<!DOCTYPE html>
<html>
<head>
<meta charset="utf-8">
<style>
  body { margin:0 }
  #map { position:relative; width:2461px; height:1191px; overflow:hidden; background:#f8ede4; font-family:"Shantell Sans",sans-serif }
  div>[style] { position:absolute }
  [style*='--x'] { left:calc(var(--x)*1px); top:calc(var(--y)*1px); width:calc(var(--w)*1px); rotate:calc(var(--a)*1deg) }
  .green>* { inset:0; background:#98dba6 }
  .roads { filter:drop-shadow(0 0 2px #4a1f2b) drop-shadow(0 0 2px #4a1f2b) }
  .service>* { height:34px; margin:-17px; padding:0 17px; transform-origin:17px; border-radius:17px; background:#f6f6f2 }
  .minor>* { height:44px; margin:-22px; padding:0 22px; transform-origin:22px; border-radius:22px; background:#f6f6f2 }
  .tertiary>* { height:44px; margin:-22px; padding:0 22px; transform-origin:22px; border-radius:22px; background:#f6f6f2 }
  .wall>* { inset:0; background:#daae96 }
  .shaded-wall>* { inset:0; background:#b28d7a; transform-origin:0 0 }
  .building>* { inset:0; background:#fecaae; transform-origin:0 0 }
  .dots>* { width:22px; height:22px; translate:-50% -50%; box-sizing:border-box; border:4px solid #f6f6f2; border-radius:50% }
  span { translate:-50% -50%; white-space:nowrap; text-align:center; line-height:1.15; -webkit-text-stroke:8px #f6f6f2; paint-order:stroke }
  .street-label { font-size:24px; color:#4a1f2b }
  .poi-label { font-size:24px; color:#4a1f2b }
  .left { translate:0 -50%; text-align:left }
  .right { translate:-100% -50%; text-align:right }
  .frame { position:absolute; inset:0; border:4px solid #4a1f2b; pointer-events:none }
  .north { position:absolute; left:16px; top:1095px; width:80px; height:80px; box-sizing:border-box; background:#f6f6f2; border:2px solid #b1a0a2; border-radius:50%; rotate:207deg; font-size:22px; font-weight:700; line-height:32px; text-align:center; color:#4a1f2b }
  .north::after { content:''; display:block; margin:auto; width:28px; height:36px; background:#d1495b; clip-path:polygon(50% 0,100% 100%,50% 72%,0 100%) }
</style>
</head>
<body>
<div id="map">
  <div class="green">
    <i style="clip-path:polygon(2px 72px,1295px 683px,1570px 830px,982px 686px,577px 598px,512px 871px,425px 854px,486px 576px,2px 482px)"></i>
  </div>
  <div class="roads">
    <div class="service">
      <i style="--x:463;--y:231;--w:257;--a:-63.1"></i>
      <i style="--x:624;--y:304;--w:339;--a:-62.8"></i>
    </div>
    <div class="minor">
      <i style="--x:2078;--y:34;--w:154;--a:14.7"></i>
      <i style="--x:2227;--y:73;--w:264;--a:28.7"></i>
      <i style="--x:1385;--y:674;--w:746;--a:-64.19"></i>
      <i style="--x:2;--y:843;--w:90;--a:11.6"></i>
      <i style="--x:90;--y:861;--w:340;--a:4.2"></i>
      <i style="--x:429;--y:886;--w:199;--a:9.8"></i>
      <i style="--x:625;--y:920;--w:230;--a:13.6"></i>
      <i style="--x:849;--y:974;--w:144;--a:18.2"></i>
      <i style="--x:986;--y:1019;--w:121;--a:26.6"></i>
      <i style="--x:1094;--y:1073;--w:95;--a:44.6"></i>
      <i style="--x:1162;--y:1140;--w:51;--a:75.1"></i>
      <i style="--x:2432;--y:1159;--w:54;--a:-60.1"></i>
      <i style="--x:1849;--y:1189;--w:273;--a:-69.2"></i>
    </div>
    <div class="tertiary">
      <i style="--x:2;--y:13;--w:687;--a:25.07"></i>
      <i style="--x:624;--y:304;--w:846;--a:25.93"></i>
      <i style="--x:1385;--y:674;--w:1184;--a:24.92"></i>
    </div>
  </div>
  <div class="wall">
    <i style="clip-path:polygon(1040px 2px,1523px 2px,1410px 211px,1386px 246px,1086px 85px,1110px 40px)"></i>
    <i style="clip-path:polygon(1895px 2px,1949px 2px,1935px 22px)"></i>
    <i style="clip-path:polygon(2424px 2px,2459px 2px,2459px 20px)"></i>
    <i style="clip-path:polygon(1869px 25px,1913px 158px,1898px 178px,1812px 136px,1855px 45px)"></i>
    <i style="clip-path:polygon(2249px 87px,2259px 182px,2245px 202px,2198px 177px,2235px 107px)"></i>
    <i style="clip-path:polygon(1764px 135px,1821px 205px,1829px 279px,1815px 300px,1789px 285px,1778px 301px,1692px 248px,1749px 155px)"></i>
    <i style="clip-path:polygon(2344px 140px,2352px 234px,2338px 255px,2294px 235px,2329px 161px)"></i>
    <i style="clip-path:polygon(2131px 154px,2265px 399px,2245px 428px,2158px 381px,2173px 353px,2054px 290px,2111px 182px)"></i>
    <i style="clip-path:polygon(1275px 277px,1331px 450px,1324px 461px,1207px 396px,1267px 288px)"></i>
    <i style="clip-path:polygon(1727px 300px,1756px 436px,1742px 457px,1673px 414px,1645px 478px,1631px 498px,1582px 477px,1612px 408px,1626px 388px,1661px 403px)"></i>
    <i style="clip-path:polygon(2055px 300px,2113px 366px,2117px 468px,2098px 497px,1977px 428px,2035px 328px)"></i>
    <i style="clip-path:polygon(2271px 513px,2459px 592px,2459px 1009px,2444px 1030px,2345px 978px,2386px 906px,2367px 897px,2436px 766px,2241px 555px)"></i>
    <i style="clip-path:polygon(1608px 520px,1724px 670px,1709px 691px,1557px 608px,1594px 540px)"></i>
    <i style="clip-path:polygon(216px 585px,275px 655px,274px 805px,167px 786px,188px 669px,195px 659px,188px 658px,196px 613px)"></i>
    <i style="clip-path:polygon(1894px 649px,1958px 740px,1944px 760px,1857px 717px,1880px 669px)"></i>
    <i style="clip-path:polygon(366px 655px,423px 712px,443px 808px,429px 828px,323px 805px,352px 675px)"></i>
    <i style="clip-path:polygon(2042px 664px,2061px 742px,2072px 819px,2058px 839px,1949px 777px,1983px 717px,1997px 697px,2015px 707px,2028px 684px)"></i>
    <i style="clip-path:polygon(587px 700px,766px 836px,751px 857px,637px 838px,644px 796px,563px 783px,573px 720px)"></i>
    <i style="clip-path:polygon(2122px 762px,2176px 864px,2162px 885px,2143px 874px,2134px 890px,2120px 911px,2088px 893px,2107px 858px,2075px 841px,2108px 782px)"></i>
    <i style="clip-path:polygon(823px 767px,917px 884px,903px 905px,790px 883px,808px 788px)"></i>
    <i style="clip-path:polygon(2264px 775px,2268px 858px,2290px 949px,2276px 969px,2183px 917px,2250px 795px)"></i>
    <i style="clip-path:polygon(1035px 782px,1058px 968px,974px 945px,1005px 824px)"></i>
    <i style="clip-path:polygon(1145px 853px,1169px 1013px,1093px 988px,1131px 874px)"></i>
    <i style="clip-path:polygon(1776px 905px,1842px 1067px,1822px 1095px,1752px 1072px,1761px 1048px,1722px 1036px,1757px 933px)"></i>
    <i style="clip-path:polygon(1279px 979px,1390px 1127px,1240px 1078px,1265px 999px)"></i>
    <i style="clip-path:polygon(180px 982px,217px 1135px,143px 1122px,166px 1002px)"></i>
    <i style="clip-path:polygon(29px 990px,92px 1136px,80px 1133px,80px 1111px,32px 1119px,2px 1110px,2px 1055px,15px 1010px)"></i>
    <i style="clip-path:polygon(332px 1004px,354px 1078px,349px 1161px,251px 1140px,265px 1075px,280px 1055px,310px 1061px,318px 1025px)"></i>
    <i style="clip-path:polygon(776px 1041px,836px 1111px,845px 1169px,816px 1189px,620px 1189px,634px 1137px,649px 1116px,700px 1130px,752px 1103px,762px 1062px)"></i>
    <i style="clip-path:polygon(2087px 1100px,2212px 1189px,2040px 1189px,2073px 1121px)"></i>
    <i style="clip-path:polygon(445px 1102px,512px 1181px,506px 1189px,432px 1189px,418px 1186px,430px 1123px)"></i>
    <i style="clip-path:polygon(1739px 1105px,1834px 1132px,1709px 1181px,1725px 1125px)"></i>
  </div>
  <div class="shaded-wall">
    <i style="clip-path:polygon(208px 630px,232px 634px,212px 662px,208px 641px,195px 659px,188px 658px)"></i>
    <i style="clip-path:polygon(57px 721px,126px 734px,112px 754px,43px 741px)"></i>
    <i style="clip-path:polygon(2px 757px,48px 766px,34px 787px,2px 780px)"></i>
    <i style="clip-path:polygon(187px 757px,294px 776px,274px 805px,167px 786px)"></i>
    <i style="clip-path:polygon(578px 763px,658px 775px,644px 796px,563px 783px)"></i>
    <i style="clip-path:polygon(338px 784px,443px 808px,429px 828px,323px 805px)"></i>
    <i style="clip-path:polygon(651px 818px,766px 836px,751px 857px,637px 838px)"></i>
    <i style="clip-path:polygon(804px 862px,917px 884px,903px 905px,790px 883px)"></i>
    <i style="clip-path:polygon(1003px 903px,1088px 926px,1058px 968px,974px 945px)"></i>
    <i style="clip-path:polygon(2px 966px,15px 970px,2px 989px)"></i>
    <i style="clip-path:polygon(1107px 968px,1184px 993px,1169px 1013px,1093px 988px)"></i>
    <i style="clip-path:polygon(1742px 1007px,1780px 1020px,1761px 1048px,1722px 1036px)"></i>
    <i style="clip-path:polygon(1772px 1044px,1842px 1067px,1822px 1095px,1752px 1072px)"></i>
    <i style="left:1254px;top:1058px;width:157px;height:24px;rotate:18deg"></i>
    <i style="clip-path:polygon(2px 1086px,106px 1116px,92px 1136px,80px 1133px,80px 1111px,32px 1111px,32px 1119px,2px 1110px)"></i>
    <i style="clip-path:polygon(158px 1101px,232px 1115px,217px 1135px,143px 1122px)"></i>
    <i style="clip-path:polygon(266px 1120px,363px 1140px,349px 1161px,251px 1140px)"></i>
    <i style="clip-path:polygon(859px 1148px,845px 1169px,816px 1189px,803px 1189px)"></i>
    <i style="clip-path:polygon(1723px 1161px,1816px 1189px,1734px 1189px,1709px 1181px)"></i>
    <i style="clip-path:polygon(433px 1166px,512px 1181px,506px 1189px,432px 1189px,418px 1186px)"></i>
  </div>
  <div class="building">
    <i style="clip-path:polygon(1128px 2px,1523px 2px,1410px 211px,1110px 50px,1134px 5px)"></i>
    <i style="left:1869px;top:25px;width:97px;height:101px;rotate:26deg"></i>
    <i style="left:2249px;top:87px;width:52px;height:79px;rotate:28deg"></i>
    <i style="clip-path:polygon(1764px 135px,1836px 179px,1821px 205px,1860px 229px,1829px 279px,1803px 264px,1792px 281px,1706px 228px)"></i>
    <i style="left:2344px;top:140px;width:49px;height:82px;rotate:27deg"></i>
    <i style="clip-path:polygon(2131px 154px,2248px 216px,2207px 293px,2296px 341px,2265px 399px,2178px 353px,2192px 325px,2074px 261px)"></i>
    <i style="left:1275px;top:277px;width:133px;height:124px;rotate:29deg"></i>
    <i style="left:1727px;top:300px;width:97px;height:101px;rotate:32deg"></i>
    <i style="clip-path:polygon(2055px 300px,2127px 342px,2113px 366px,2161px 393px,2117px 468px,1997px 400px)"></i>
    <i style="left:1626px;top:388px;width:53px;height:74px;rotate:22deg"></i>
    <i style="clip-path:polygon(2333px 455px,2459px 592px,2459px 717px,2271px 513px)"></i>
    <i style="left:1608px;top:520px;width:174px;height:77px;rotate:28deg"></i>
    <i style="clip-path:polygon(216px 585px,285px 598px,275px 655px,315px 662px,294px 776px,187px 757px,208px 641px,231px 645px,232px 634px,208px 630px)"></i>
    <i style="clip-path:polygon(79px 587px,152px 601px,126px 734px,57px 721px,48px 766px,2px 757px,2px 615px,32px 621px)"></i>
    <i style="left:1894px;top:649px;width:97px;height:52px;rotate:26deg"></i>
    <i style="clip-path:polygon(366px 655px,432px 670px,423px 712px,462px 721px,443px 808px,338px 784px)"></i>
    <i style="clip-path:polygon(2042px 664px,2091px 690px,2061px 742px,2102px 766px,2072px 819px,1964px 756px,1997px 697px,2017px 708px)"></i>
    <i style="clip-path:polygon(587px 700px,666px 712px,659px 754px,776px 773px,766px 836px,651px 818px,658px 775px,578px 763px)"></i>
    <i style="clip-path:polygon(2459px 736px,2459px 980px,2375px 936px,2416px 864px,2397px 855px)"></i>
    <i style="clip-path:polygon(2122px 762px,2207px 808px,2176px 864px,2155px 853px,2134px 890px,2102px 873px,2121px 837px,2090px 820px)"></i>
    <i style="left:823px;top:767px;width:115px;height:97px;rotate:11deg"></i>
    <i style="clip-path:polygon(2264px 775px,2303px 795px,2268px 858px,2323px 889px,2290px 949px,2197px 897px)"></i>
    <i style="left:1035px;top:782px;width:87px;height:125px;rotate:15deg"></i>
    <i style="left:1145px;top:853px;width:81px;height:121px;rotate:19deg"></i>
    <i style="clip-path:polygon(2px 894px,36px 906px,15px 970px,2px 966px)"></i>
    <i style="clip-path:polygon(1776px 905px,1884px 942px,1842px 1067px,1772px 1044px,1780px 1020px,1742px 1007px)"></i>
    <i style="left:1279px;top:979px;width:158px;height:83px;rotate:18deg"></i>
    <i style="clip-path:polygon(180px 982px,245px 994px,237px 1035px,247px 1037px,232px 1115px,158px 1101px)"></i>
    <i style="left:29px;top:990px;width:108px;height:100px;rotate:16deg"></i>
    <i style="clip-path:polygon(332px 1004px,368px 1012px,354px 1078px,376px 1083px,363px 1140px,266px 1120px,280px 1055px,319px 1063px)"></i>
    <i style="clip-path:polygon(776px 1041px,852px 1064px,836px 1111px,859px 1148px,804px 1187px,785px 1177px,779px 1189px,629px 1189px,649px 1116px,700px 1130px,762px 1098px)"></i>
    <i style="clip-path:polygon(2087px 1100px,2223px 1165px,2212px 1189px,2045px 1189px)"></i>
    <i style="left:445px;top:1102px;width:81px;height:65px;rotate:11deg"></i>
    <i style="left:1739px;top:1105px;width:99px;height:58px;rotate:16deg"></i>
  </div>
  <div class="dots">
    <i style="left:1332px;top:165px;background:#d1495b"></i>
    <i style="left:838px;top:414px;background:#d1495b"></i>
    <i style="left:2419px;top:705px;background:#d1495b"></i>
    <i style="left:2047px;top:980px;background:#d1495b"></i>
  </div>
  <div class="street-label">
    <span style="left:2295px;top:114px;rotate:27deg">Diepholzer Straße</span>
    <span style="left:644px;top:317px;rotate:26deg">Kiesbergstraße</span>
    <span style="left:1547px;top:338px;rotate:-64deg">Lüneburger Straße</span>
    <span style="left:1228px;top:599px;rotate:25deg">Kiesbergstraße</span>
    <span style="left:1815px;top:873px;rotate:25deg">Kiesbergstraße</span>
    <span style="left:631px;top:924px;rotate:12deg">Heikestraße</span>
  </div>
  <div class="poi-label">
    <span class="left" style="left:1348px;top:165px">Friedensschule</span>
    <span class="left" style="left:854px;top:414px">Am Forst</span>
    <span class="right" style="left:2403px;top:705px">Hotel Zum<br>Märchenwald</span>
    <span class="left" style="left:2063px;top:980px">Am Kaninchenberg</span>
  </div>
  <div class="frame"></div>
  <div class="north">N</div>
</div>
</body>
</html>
▬▬▬
• _Problem description_
Check each line above for the word "service" and give the number of lines that have it, nothing else.

• _Response below_
2